L’agriculture en débat

agricultureL’agriculture de conservation, très peu usitée dans la région témouchentoise, remonte à plus de 30 ans aux Etats-Unis d’Amérique et à moins de 15 ans en France. En Algérie, elle a fait sa première expérience, depuis deux ans, dans la région de Sétif. Ce n’est pas les instituts de recherche qui ont pris l’initiative pour l’introduire mais c’est la profession qui s’est intéressée à le faire grâce aux associations des grandes cultures stratégiques céréales, légumineuses et fourrages notamment. Le semi-direct est un procédé cultural faisant partie de l’agriculture de conservation, un mode opératoire que veut expérimenter l’association des grandes cultures avec l’appui de la chambre d’agriculture d’Aïn Témouchent.
Contrairement au conventionnel, le semi-direct s’opère sans remuer la terre après la campagne moissons-battages. Grâce à un semoir spécial, le semi et l’épandage d’engrais se font en même temps après ouverture des sillons par une sorte de lame. Et la fermeture des sillons s’opère grâce à un dispositif de roues parallèles exerçant une petite pression pour couvrir les grains et les engrais.
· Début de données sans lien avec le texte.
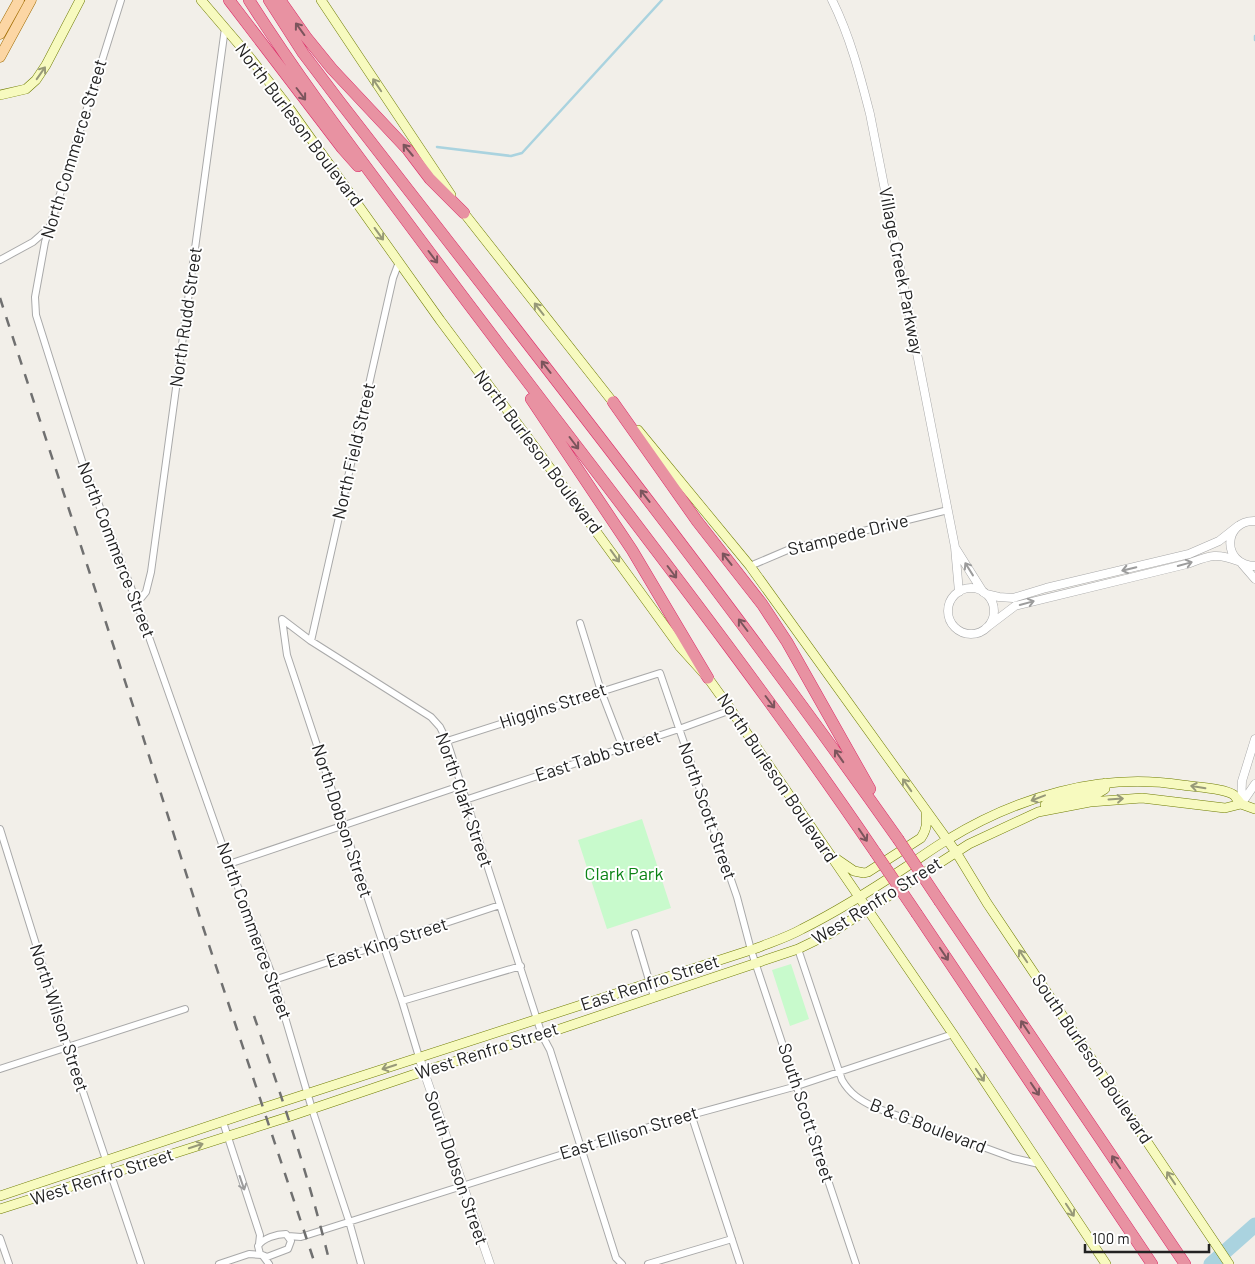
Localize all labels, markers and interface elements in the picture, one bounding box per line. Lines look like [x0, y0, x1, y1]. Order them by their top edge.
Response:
one-way arrow [295, 22, 305, 36]
street label: North Burleson Boulevard [231, 38, 369, 211]
street label: North Commerce Street [35, 56, 111, 241]
one-way arrow [36, 66, 46, 80]
one-way arrow [372, 79, 382, 93]
one-way arrow [296, 87, 307, 100]
one-way arrow [402, 144, 413, 157]
street label: Village Creek Parkway [875, 185, 929, 356]
one-way arrow [374, 227, 384, 241]
street label: North Rudd Street [164, 245, 206, 389]
one-way arrow [428, 250, 438, 264]
one-way arrow [534, 302, 544, 316]
one-way arrow [540, 361, 551, 374]
street label: North Burleson Boulevard [470, 365, 608, 538]
street label: North Field Street [327, 380, 379, 521]
one-way arrow [569, 436, 579, 450]
street label: North Commerce Street [73, 459, 161, 641]
one-way arrow [640, 489, 650, 503]
street label: Stampede Drive [785, 508, 910, 560]
one-way arrow [610, 549, 620, 563]
one-way arrow [722, 552, 732, 566]
one-way arrow [1176, 559, 1192, 568]
one-way arrow [964, 563, 974, 577]
one-way arrow [667, 565, 677, 579]
one-way arrow [1121, 565, 1137, 574]
one-way arrow [1018, 597, 1034, 607]
one-way arrow [738, 619, 749, 632]
street label: Higgins Street [496, 677, 609, 733]
street label: North Burleson Boulevard [713, 689, 843, 866]
one-way arrow [764, 695, 775, 708]
street label: East Tabb Street [532, 724, 663, 786]
street label: North Clark Street [432, 729, 498, 870]
street label: North Scott Street [674, 739, 742, 882]
street label: North Dobson Street [308, 741, 378, 900]
one-way arrow [834, 749, 844, 763]
one-way arrow [901, 779, 912, 792]
one-way arrow [1190, 782, 1206, 792]
one-way arrow [1030, 794, 1046, 803]
one-way arrow [1108, 795, 1124, 804]
one-way arrow [859, 827, 869, 841]
street label: North Commerce Street [213, 839, 297, 1022]
street label: West Renfro Street [808, 851, 945, 949]
park label: Clark Park [585, 862, 663, 884]
street label: East King Street [323, 912, 450, 972]
street label: North Wilson Street [26, 941, 94, 1094]
one-way arrow [939, 947, 950, 961]
street label: East Renfro Street [578, 949, 722, 1015]
one-way arrow [1018, 949, 1028, 963]
street label: South Burleson Boulevard [1028, 969, 1158, 1148]
street label: West Renfro Street [413, 1017, 561, 1084]
one-way arrow [1020, 1021, 1030, 1035]
street label: South Scott Street [774, 1040, 840, 1185]
one-way arrow [381, 1063, 397, 1072]
one-way arrow [975, 1067, 985, 1081]
one-way arrow [1030, 1082, 1040, 1096]
street label: South Dobson Street [420, 1088, 494, 1248]
street label: B & G Boulevard [867, 1093, 990, 1157]
street label: East Ellison Street [557, 1101, 701, 1164]
one-way arrow [188, 1141, 204, 1151]
street label: West Renfro Street [28, 1143, 176, 1210]
one-way arrow [1111, 1155, 1121, 1169]
one-way arrow [1166, 1171, 1177, 1185]
one-way arrow [238, 1174, 247, 1190]
one-way arrow [1065, 1202, 1075, 1216]
scale bar [1085, 1222, 1209, 1254]
text: 100 m [1092, 1229, 1130, 1247]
L’ONG «Fert» de France, en relation d’expérimentation avec des agriculteurs de Sétif, a été contacté par l’association des grandes cultures d’Aïn Témouchent pour une mise en relation à même d’expliquer le procédé dit semi-direct. Monsieur Bruno Vadon, responsable de projet de l’ONG «Fert», est pour une procédure graduelle comme les responsables de la chambre d’agriculture qui veulent effectuer une visite à Sétif et constater, de visu, l’expérience dite semi-direct. Pratiquement, tout l’itinéraire technique conventionnel sera réduit en une seule opération qu’est le semi-direct sur chaumes. Un bouleversement cultural qui nécessite du temps et beaucoup de compréhension de la part des céréaliers pour l’admettre, et ce n’est pas aisé sur plusieurs plans d’ordre structurel, organisationnel et financier.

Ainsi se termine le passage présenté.